◆ **RECORDS FOR PROCESSING**
►

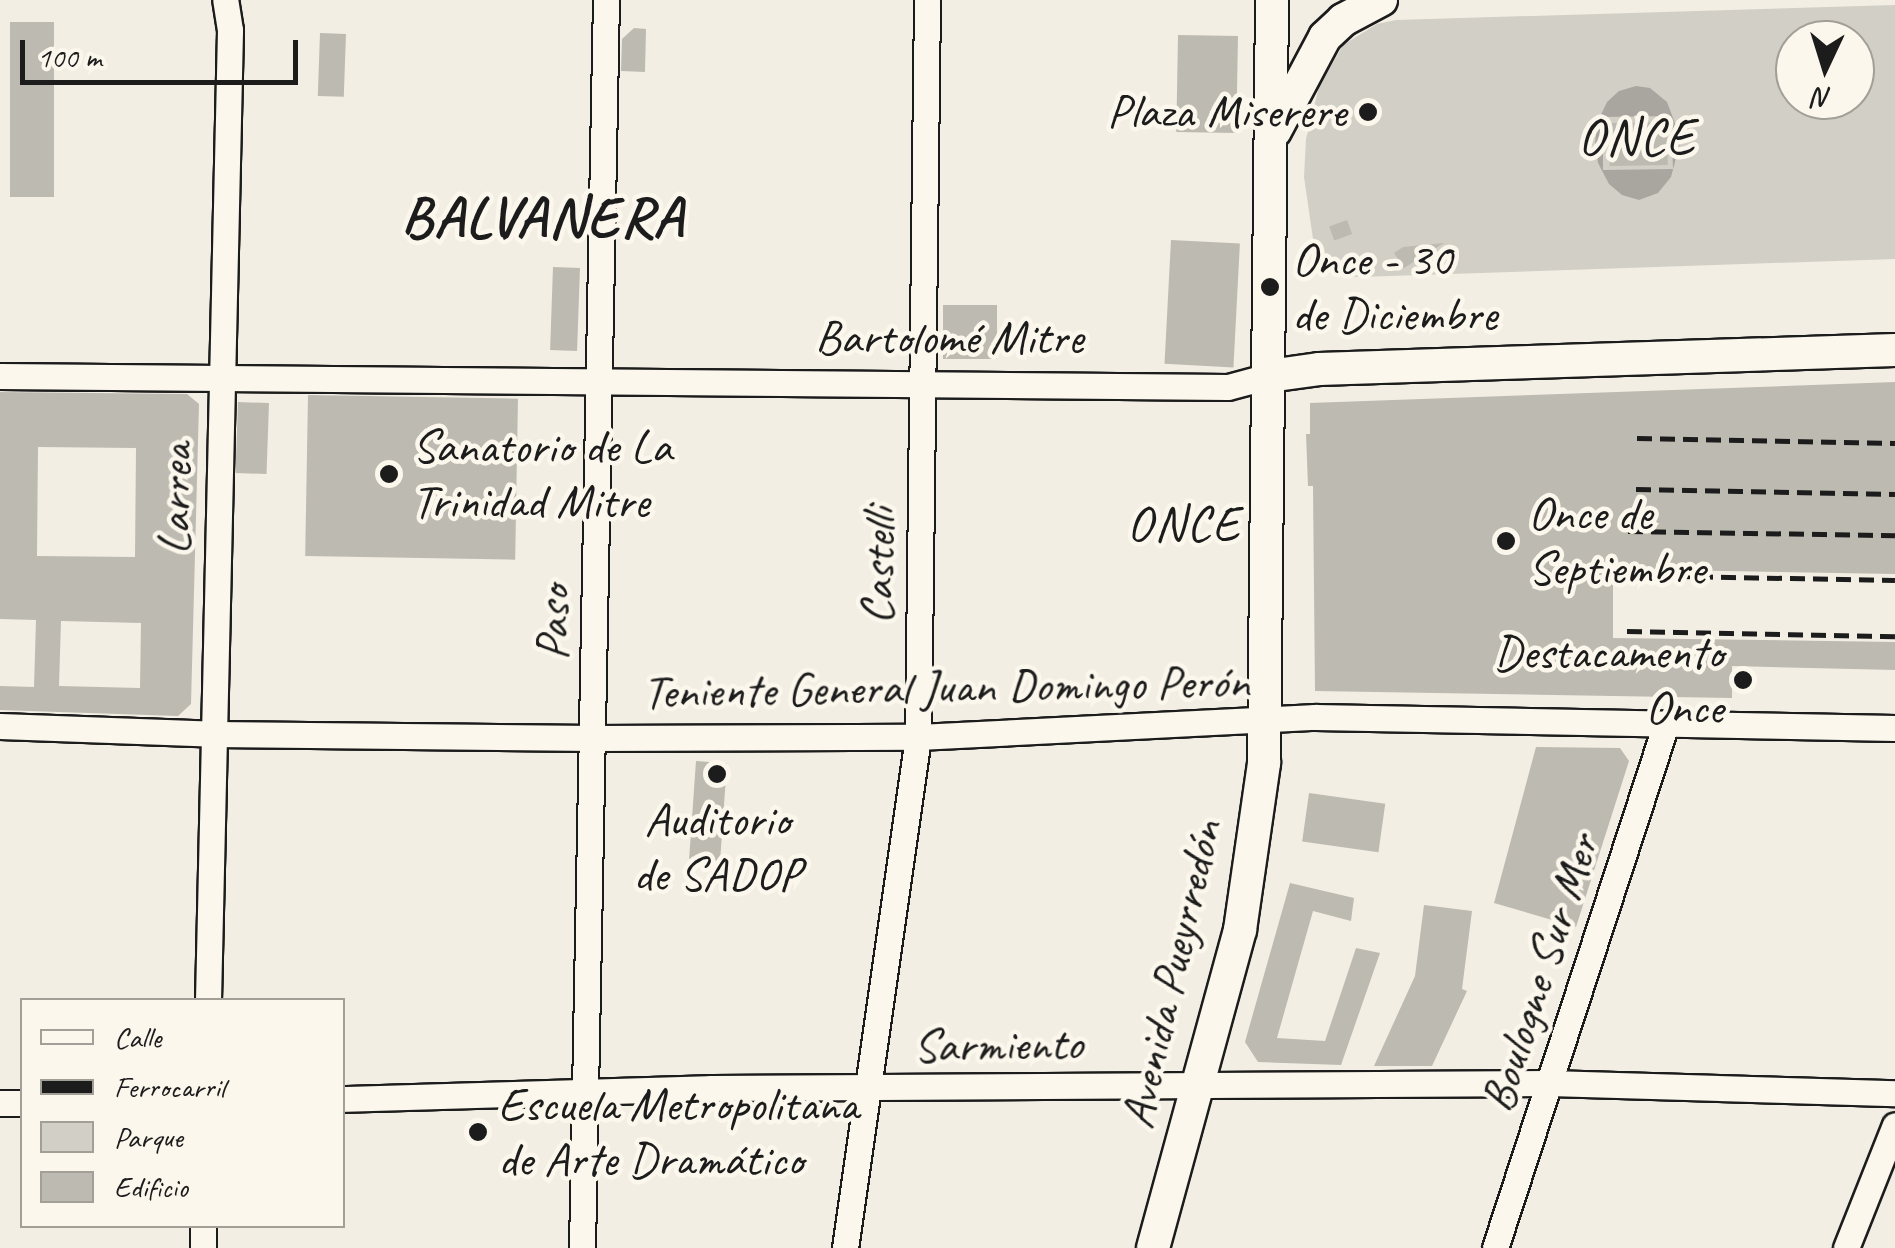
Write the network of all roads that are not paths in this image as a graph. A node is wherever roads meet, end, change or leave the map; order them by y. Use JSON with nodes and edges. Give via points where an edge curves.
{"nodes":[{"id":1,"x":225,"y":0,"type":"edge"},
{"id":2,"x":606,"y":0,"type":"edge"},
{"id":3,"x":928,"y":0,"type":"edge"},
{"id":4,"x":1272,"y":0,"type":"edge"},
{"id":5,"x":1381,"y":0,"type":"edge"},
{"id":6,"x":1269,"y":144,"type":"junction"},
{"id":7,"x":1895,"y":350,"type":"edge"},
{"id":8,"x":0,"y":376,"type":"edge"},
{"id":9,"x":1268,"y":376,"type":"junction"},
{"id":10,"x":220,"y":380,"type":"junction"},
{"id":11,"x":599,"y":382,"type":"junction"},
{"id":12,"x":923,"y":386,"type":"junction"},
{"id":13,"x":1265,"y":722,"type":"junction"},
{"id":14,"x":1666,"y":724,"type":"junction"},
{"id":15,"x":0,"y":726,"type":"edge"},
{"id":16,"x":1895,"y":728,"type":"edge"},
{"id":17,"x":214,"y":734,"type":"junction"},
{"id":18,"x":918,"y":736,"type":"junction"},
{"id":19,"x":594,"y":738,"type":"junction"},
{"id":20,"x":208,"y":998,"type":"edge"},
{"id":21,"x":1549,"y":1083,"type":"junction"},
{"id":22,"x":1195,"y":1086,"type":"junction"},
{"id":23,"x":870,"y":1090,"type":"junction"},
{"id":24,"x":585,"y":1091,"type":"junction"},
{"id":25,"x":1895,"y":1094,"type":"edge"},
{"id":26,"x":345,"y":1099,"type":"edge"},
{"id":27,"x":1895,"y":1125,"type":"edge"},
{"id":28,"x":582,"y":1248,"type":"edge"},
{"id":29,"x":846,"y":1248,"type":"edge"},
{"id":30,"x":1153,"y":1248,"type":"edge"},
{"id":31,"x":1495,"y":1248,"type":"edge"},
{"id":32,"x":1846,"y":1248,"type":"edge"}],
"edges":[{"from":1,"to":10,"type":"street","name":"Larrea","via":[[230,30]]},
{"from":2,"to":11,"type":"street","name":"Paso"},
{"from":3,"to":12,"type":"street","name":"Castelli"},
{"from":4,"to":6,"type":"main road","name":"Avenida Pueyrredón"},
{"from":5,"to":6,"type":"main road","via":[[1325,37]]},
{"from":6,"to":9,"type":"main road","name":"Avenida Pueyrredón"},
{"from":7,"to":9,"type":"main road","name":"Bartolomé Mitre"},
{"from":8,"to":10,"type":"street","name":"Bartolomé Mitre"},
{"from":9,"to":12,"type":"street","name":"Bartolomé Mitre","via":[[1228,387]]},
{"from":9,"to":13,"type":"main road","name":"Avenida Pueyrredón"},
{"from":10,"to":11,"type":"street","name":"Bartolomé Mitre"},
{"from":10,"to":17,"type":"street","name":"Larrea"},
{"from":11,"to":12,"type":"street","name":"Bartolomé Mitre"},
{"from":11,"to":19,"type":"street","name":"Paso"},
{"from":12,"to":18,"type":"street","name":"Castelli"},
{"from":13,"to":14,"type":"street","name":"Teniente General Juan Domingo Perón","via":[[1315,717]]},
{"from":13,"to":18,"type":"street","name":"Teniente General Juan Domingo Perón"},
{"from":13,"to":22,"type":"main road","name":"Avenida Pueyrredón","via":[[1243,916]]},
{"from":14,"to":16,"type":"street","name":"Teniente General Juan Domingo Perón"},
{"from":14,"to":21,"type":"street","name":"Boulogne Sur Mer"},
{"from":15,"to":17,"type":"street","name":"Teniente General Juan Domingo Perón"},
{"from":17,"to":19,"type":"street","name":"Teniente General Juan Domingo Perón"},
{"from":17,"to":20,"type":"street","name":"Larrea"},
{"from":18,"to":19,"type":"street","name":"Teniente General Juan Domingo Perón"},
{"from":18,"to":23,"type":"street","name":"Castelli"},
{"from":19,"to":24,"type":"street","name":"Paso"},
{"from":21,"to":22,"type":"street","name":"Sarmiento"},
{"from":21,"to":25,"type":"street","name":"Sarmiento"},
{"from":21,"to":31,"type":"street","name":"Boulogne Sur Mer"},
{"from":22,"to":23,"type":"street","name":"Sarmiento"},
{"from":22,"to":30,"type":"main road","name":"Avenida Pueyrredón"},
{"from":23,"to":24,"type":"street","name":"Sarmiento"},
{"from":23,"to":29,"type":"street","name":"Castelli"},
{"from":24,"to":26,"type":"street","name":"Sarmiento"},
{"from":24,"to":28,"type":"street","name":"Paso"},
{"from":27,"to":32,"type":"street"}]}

◄

◆ **WHAT THE TASK REQUIRES**
Only lines holding the word "Teniente" are wanted here; copy each from the listing.

◆ **COMPLETED TASK**
{"from":13,"to":14,"type":"street","name":"Teniente General Juan Domingo Perón","via":[[1315,717]]},
{"from":13,"to":18,"type":"street","name":"Teniente General Juan Domingo Perón"},
{"from":14,"to":16,"type":"street","name":"Teniente General Juan Domingo Perón"},
{"from":15,"to":17,"type":"street","name":"Teniente General Juan Domingo Perón"},
{"from":17,"to":19,"type":"street","name":"Teniente General Juan Domingo Perón"},
{"from":18,"to":19,"type":"street","name":"Teniente General Juan Domingo Perón"},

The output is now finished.